Reputation: 3698
FINAL_EDIT: Found the problem, in a for loop the counter, that was used as an index as well, was greater than the number of the elements of the array. The weird thing about it, was that I wasn't receiving segmentation fault and instead the error I've mentioned. Why was that?
Thank you for your help!
_____________________________
I have a project in C++ and am getting this error (NOT ALWAYS) and if a specific global variable that acts as a size of an int
array.
NEW EDIT_1->I haven't used the new
operator at all except for the main function that I am declaring a new array of pointers to objects of a class.
Like this:
Student* test[NUM_AM];
for(int i=0; i<NUM_AM; i++)
{
test[i] = new Student(random_elements);
}
Is there any way to find the line that causes this?
The error is this (copied the output of gdb):
malloc.c:3096: sYSMALLOc: Assertion `(old_top == (((mbinptr) (((char *)
&((av)->bins[((1) - 1) * 2])) - __builtin_offsetof (struct malloc_chunk, fd)))) &&
old_size == 0) || ((unsigned long) (old_size) >=
(unsigned long)((((__builtin_offsetof (struct malloc_chunk,
fd_nextsize))+((2 * (sizeof(size_t))) - 1)) & ~((2 * (sizeof(size_t))) - 1))) &&
((old_top)->size & 0x1) && ((unsigned long)old_end & pagemask) == 0)' failed.
Program received signal SIGABRT, Aborted.
0x00007ffff75563a5 in __GI_raise (sig=6) at ../nptl/sysdeps/unix/sysv/linux/raise.c:64
64 ../nptl/sysdeps/unix/sysv/linux/raise.c: No such file or directory.

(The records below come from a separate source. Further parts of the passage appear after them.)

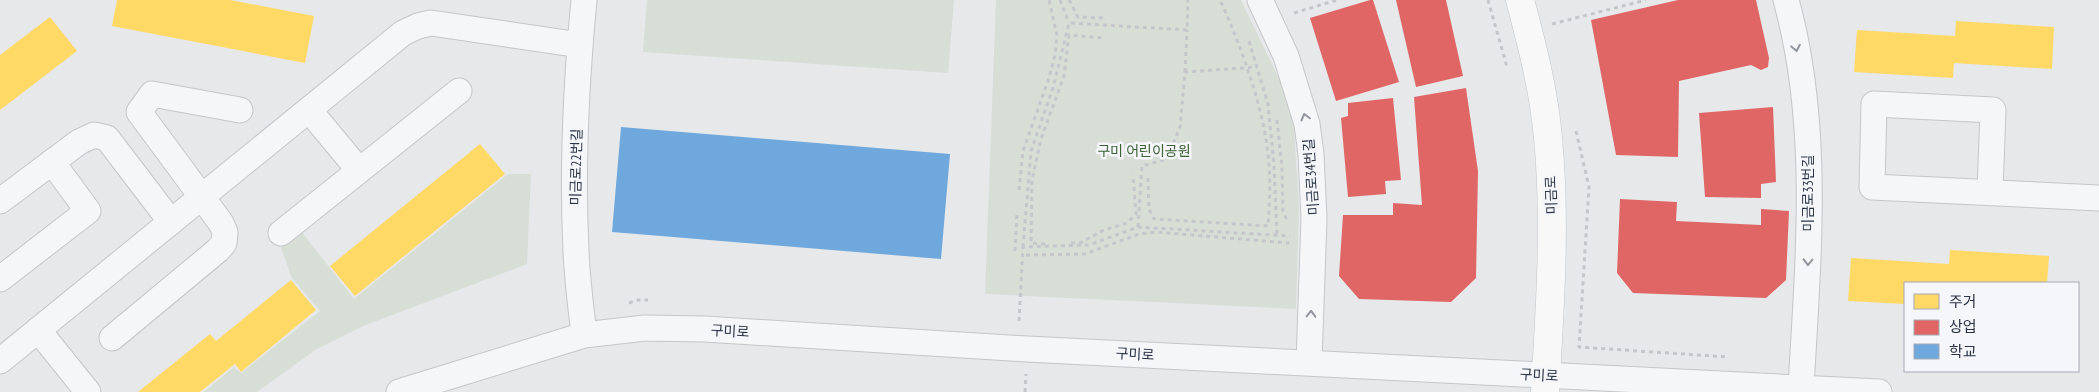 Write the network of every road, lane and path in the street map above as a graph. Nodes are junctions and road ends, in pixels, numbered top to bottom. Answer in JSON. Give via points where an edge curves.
{"nodes":[{"id":1,"x":584,"y":0,"type":"edge"},
{"id":2,"x":1049,"y":0,"type":"edge"},
{"id":3,"x":1060,"y":0,"type":"edge"},
{"id":4,"x":1069,"y":0,"type":"edge"},
{"id":5,"x":1188,"y":0,"type":"edge"},
{"id":6,"x":1220,"y":0,"type":"edge"},
{"id":7,"x":1260,"y":0,"type":"edge"},
{"id":8,"x":1336,"y":0,"type":"edge"},
{"id":9,"x":1488,"y":0,"type":"edge"},
{"id":10,"x":1520,"y":0,"type":"edge"},
{"id":11,"x":1646,"y":0,"type":"edge"},
{"id":12,"x":1786,"y":0,"type":"edge"},
{"id":13,"x":1294,"y":13,"type":"dead end"},
{"id":14,"x":1103,"y":18,"type":"dead end"},
{"id":15,"x":1069,"y":23,"type":"junction"},
{"id":16,"x":1552,"y":24,"type":"dead end"},
{"id":17,"x":1187,"y":30,"type":"junction"},
{"id":18,"x":1103,"y":38,"type":"dead end"},
{"id":19,"x":1248,"y":38,"type":"dead end"},
{"id":20,"x":580,"y":45,"type":"junction"},
{"id":21,"x":1257,"y":67,"type":"junction"},
{"id":22,"x":1185,"y":72,"type":"junction"},
{"id":23,"x":1509,"y":74,"type":"dead end"},
{"id":24,"x":459,"y":90,"type":"dead end"},
{"id":25,"x":240,"y":110,"type":"dead end"},
{"id":26,"x":309,"y":110,"type":"junction"},
{"id":27,"x":1277,"y":115,"type":"dead end"},
{"id":28,"x":52,"y":162,"type":"junction"},
{"id":29,"x":358,"y":169,"type":"junction"},
{"id":30,"x":1133,"y":175,"type":"dead end"},
{"id":31,"x":1148,"y":178,"type":"dead end"},
{"id":32,"x":1019,"y":190,"type":"dead end"},
{"id":33,"x":1990,"y":192,"type":"junction"},
{"id":34,"x":203,"y":196,"type":"junction"},
{"id":35,"x":2099,"y":198,"type":"edge"},
{"id":36,"x":0,"y":201,"type":"edge"},
{"id":37,"x":1016,"y":214,"type":"dead end"},
{"id":38,"x":171,"y":222,"type":"junction"},
{"id":39,"x":1289,"y":226,"type":"dead end"},
{"id":40,"x":1138,"y":227,"type":"junction"},
{"id":41,"x":281,"y":233,"type":"dead end"},
{"id":42,"x":1277,"y":236,"type":"junction"},
{"id":43,"x":1298,"y":237,"type":"dead end"},
{"id":44,"x":1298,"y":244,"type":"dead end"},
{"id":45,"x":1023,"y":247,"type":"junction"},
{"id":46,"x":1015,"y":251,"type":"dead end"},
{"id":47,"x":1026,"y":256,"type":"dead end"},
{"id":48,"x":0,"y":279,"type":"edge"},
{"id":49,"x":658,"y":301,"type":"dead end"},
{"id":50,"x":620,"y":305,"type":"dead end"},
{"id":51,"x":1010,"y":321,"type":"dead end"},
{"id":52,"x":38,"y":330,"type":"junction"},
{"id":53,"x":584,"y":335,"type":"junction"},
{"id":54,"x":112,"y":338,"type":"dead end"},
{"id":55,"x":1579,"y":347,"type":"dead end"},
{"id":56,"x":1736,"y":357,"type":"dead end"},
{"id":57,"x":0,"y":361,"type":"edge"},
{"id":58,"x":1309,"y":362,"type":"junction"},
{"id":59,"x":1546,"y":384,"type":"edge"},
{"id":60,"x":1801,"y":388,"type":"junction"},
{"id":61,"x":88,"y":392,"type":"edge"},
{"id":62,"x":399,"y":392,"type":"edge"},
{"id":63,"x":1880,"y":392,"type":"edge"}],
"edges":[{"from":1,"to":20,"type":"street","name":"미금로22번길"},
{"from":2,"to":32,"type":"path","via":[[1057,36],[1055,55],[1023,151]]},
{"from":3,"to":15,"type":"path"},
{"from":4,"to":14,"type":"path","via":[[1078,17]]},
{"from":5,"to":17,"type":"path"},
{"from":6,"to":31,"type":"path","via":[[1261,114],[1267,145],[1268,226],[1154,219],[1149,208]]},
{"from":58,"to":7,"type":"street","name":"미금로34번길","one_way":true,"via":[[1314,219],[1307,124],[1286,56]]},
{"from":8,"to":13,"type":"path"},
{"from":9,"to":23,"type":"path"},
{"from":10,"to":59,"type":"main road","name":"미금로","via":[[1543,97],[1550,162],[1552,227]]},
{"from":11,"to":16,"type":"path"},
{"from":12,"to":60,"type":"street","name":"미금로33번길","one_way":true,"via":[[1800,68],[1808,144],[1808,270]]},
{"from":15,"to":17,"type":"path"},
{"from":15,"to":45,"type":"path","via":[[1053,88],[1031,151]]},
{"from":17,"to":22,"type":"path"},
{"from":18,"to":30,"type":"path","via":[[1069,35],[1064,76],[1041,139],[1032,180],[1031,243],[1080,243],[1104,230],[1127,224],[1136,214]]},
{"from":19,"to":21,"type":"path"},
{"from":20,"to":26,"type":"street","via":[[432,23],[418,26],[403,33]]},
{"from":20,"to":53,"type":"street","name":"미금로22번길","via":[[575,152],[576,251]]},
{"from":21,"to":22,"type":"path"},
{"from":21,"to":42,"type":"path","via":[[1268,104]]},
{"from":22,"to":40,"type":"path","via":[[1180,127],[1167,159],[1142,166]]},
{"from":24,"to":29,"type":"street"},
{"from":25,"to":34,"type":"street","via":[[152,94],[139,112]]},
{"from":26,"to":29,"type":"street"},
{"from":26,"to":34,"type":"street"},
{"from":27,"to":39,"type":"path","via":[[1283,211]]},
{"from":28,"to":36,"type":"street"},
{"from":28,"to":38,"type":"street","via":[[94,135],[107,138]]},
{"from":28,"to":48,"type":"street","via":[[88,211]]},
{"from":29,"to":41,"type":"street"},
{"from":33,"to":33,"type":"street","via":[[1993,110],[1874,104],[1872,187]]},
{"from":33,"to":35,"type":"street"},
{"from":34,"to":38,"type":"street"},
{"from":34,"to":54,"type":"street","via":[[221,223],[225,232],[224,243]]},
{"from":37,"to":46,"type":"path"},
{"from":38,"to":52,"type":"street"},
{"from":40,"to":42,"type":"path"},
{"from":40,"to":45,"type":"path","via":[[1089,245]]},
{"from":42,"to":43,"type":"path"},
{"from":44,"to":47,"type":"path","via":[[1156,232],[1139,234],[1086,254]]},
{"from":45,"to":51,"type":"path","via":[[1019,321]]},
{"from":49,"to":50,"type":"path","via":[[638,300]]},
{"from":52,"to":57,"type":"street"},
{"from":52,"to":61,"type":"street"},
{"from":53,"to":58,"type":"street","name":"구미로","via":[[645,328],[705,329]]},
{"from":53,"to":62,"type":"street","name":"구미로"},
{"from":55,"to":56,"type":"path"},
{"from":58,"to":59,"type":"street","name":"구미로"},
{"from":59,"to":60,"type":"street","name":"구미로"},
{"from":60,"to":63,"type":"street","name":"구미로"}]}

in ../nptl/sysdeps/unix/sysv/linux/raise.c
Also valgrind gives this:
==6775== HEAP SUMMARY:
==6775== in use at exit: 560 bytes in 35 blocks
==6775== total heap usage: 35 allocs, 0 frees, 560 bytes allocated
==6775==
==6775== LEAK SUMMARY:
==6775== definitely lost: 560 bytes in 35 blocks
==6775== indirectly lost: 0 bytes in 0 blocks
==6775== possibly lost: 0 bytes in 0 blocks
==6775== still reachable: 0 bytes in 0 blocks
==6775== suppressed: 0 bytes in 0 blocks
==6775== Rerun with --leak-check=full to see details of leaked memory
==6775==
==6775== For counts of detected and suppressed errors, rerun with: -v
==6775== Use --track-origins=yes to see where uninitialised values come from
==6775== ERROR SUMMARY: 806 errors from 2 contexts (suppressed: 4 from 4)
Thank you for your time.
NEW_EDIT2: I ran the application with:
valgrind --leak-check=full --track-origins=yes ./out
and NUM_AM = 25;
This is the output I got is here at pastebin: here!
NEW_EDIT3: I should mention that the program creates students with an ID and assigns them a true/false value at a bool array and 2 bool variables. The variable NUM_AM is used as an index of the static arrays declared as class members. Also, NUM_AM is used in several functions when searching for their ID.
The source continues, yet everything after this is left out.